> **What to produce**
Among the entries that follow, find every line with the word "this" and list it.

(Stored data)

------------------------

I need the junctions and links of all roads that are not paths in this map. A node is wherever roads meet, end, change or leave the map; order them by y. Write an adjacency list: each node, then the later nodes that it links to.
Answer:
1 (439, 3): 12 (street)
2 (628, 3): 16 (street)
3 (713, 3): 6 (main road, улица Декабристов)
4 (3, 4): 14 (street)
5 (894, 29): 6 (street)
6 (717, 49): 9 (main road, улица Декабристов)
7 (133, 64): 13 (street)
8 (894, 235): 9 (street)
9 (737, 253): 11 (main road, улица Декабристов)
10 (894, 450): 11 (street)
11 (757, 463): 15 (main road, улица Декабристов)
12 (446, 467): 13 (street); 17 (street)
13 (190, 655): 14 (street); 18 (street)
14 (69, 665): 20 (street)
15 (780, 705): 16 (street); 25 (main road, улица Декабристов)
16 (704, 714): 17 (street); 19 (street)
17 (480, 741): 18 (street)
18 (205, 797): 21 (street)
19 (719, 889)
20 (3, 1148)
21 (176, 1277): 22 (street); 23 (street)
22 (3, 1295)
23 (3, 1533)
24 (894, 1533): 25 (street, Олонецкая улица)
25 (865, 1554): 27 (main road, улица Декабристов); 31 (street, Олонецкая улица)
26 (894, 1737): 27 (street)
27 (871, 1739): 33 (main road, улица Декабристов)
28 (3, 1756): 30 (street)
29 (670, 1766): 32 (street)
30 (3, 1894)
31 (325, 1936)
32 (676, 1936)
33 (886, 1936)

------------------------

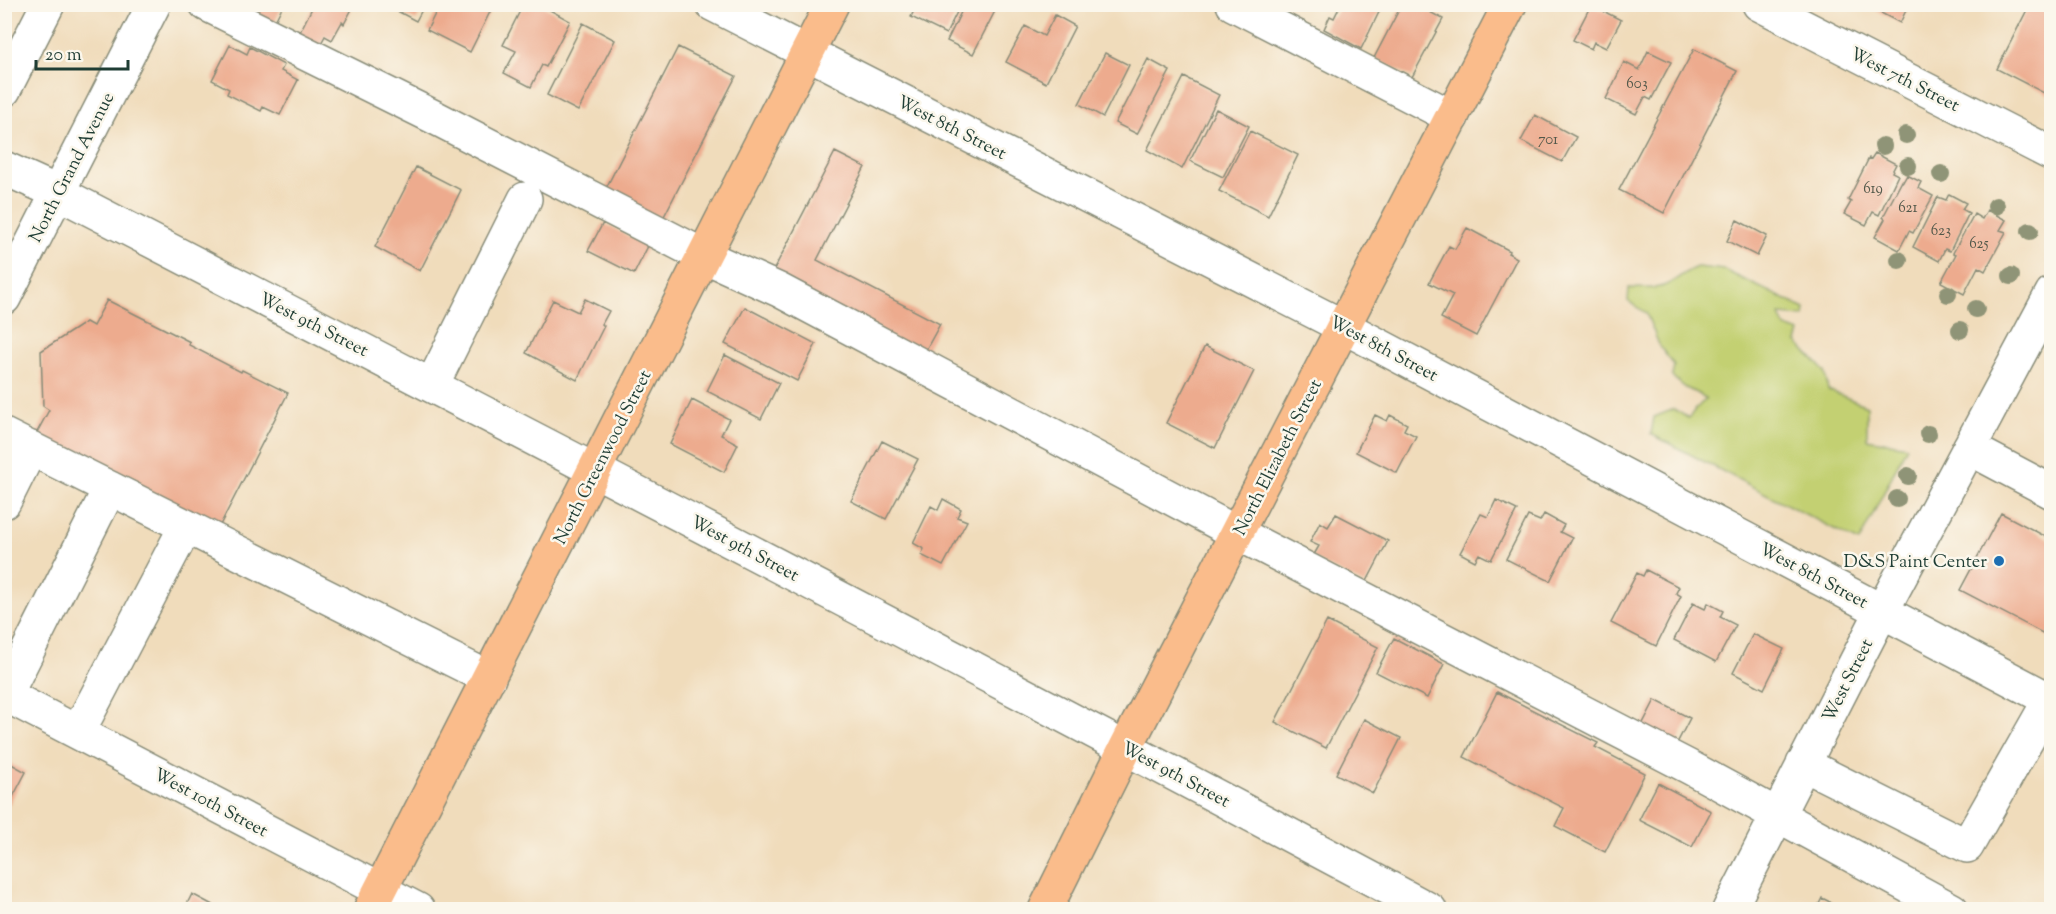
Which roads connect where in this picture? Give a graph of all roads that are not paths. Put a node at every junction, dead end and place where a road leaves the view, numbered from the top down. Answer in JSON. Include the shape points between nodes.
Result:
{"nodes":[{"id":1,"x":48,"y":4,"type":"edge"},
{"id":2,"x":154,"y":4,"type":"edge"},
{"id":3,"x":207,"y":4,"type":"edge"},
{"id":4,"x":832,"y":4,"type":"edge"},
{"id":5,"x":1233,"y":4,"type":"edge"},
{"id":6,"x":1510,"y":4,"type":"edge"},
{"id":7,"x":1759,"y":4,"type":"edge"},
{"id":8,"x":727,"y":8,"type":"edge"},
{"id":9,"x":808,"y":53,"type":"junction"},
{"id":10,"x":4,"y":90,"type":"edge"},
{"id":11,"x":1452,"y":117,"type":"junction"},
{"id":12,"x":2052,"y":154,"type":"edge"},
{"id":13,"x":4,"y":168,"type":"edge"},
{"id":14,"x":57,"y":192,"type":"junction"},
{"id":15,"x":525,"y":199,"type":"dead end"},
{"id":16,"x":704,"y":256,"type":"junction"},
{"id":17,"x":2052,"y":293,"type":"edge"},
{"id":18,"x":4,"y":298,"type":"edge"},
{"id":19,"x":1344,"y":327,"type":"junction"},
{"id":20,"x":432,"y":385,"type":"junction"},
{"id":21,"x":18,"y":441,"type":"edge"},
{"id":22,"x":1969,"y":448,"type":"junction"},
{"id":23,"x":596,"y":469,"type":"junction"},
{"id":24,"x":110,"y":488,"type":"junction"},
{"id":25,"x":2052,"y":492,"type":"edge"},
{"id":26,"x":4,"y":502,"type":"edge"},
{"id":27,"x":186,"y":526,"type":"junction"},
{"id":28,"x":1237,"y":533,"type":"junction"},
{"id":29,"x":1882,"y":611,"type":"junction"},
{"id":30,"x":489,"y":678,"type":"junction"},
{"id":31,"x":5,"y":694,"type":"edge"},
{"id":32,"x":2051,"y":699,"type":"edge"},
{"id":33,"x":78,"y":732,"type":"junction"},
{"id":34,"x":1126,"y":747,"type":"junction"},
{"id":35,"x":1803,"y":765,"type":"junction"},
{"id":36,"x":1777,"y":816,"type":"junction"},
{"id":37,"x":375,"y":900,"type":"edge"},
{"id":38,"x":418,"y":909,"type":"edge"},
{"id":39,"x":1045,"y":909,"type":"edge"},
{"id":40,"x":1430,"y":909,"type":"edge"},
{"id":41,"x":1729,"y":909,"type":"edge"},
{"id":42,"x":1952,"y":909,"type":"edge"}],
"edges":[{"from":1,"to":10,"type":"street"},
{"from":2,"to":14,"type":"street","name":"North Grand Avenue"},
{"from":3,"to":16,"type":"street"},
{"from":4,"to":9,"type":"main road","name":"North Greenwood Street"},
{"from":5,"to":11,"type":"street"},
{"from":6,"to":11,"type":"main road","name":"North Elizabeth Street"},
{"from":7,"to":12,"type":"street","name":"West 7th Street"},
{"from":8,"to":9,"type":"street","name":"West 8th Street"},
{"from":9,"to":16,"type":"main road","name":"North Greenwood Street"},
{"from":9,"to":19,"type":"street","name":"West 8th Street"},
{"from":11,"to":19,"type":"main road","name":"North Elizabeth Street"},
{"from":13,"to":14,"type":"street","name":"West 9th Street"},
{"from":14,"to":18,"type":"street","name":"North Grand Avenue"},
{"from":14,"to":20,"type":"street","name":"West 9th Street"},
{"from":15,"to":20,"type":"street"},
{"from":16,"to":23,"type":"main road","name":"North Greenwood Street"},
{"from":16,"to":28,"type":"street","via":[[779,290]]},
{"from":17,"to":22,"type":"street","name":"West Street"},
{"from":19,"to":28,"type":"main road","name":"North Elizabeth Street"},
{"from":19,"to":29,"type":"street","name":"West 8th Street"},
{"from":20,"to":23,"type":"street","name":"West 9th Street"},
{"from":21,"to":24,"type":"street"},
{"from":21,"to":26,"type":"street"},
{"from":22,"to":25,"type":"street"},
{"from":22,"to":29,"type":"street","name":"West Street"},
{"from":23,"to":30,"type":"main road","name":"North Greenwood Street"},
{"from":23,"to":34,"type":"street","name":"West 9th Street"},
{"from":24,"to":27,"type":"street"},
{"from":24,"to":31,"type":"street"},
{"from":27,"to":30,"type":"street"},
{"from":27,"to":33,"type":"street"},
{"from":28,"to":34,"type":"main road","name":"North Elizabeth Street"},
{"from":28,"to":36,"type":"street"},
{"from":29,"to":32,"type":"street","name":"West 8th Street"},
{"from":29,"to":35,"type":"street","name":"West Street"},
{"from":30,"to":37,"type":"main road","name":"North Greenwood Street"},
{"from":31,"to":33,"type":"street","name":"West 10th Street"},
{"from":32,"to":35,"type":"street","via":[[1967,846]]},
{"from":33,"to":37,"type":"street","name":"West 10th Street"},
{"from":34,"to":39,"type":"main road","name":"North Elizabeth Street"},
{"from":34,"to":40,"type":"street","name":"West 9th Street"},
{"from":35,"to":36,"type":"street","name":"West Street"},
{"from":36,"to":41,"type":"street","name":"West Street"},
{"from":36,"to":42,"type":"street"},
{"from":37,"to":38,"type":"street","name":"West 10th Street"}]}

------------------------

> **Exercise result**
I need the junctions and links of all roads that are not paths in this map. A node is wherever roads meet, end, change or leave the map; order them by y. Write an adjacency list: each node, then the later nodes that it links to.
Which roads connect where in this picture? Give a graph of all roads that are not paths. Put a node at every junction, dead end and place where a road leaves the view, numbered from the top down. Answer in JSON. Include the shape points between nodes.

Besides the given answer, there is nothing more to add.